Each record below should be returned exactly, with its pictures left out.

### Data extracts
- - - -

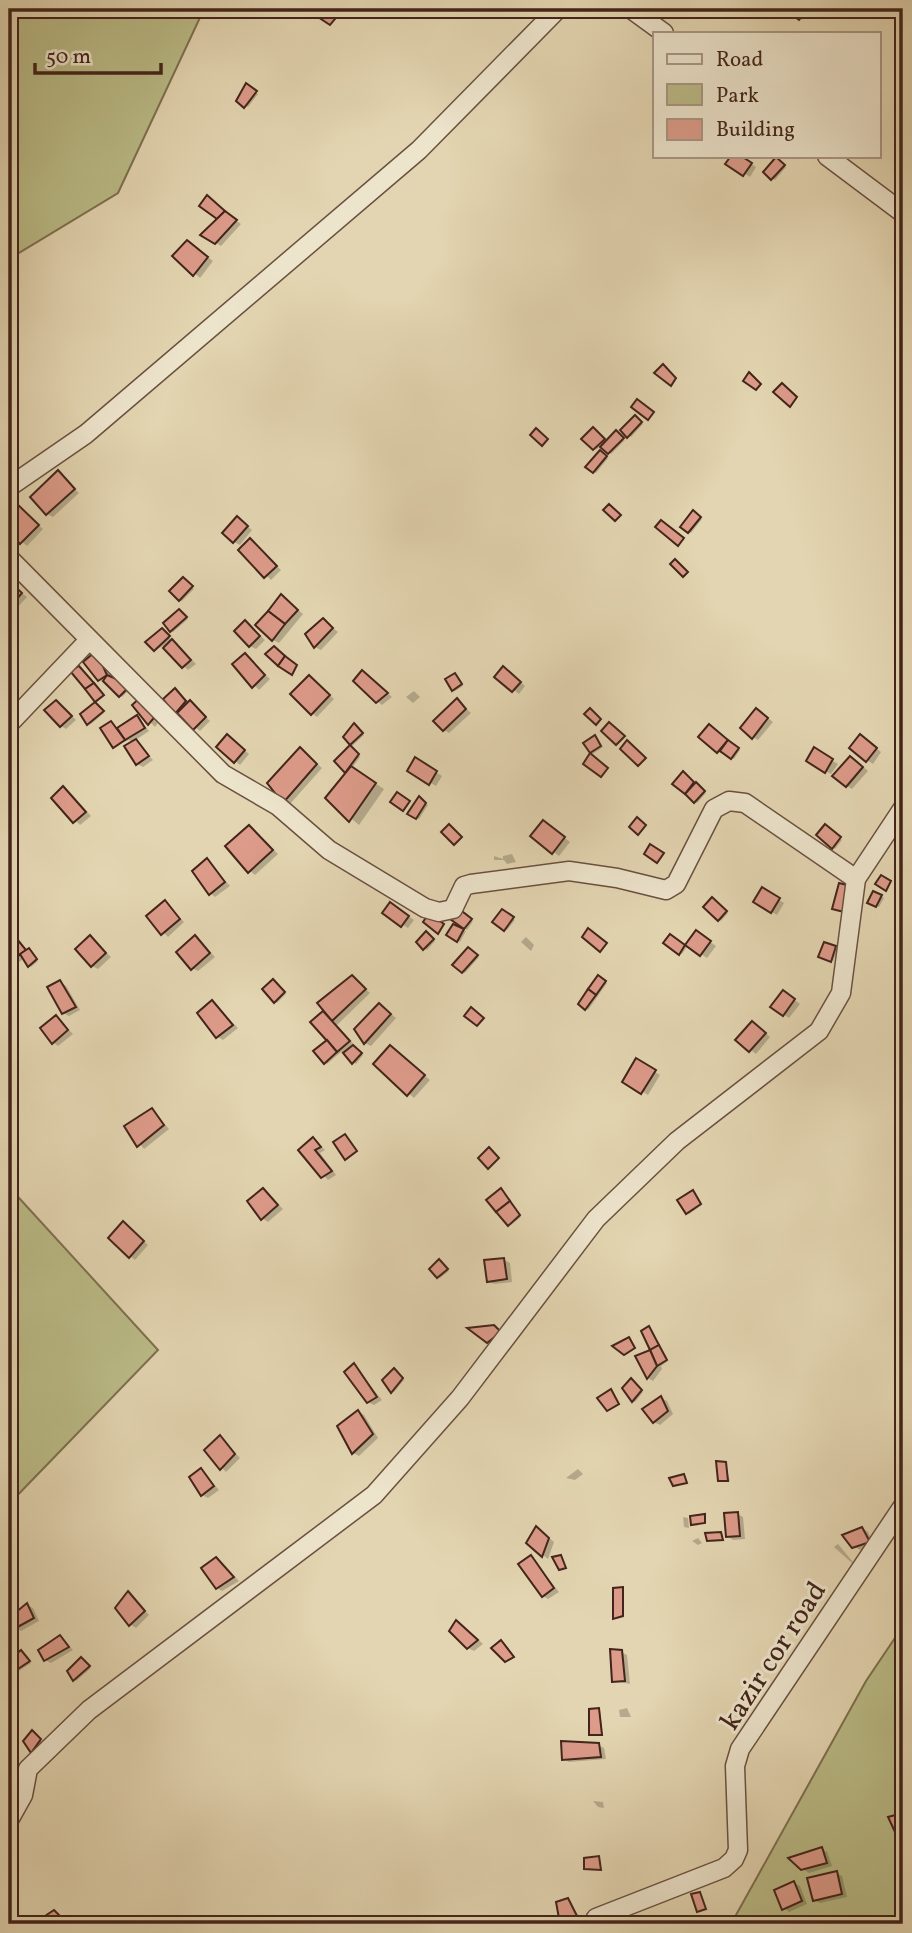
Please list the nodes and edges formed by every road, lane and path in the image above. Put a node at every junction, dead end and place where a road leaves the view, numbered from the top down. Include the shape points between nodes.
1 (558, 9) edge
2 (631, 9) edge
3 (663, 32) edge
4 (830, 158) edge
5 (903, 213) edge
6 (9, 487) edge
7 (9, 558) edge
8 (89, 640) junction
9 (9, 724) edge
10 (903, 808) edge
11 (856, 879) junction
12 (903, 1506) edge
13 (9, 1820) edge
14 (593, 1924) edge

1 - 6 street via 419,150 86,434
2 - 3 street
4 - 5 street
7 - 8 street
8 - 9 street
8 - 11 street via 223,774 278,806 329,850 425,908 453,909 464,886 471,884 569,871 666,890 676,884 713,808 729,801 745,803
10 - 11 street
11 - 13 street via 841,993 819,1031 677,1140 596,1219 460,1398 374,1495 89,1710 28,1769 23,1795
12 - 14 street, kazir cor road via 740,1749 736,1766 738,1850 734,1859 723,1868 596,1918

- - - -

### Solution to this task
Please list the nodes and edges formed by every road, lane and path in the image above. Put a node at every junction, dead end and place where a road leaves the view, numbered from the top down. Include the shape points between nodes.
1 (558, 9) edge
2 (631, 9) edge
3 (663, 32) edge
4 (830, 158) edge
5 (903, 213) edge
6 (9, 487) edge
7 (9, 558) edge
8 (89, 640) junction
9 (9, 724) edge
10 (903, 808) edge
11 (856, 879) junction
12 (903, 1506) edge
13 (9, 1820) edge
14 (593, 1924) edge

1 - 6 street via 419,150 86,434
2 - 3 street
4 - 5 street
7 - 8 street
8 - 9 street
8 - 11 street via 223,774 278,806 329,850 425,908 453,909 464,886 471,884 569,871 666,890 676,884 713,808 729,801 745,803
10 - 11 street
11 - 13 street via 841,993 819,1031 677,1140 596,1219 460,1398 374,1495 89,1710 28,1769 23,1795
12 - 14 street, kazir cor road via 740,1749 736,1766 738,1850 734,1859 723,1868 596,1918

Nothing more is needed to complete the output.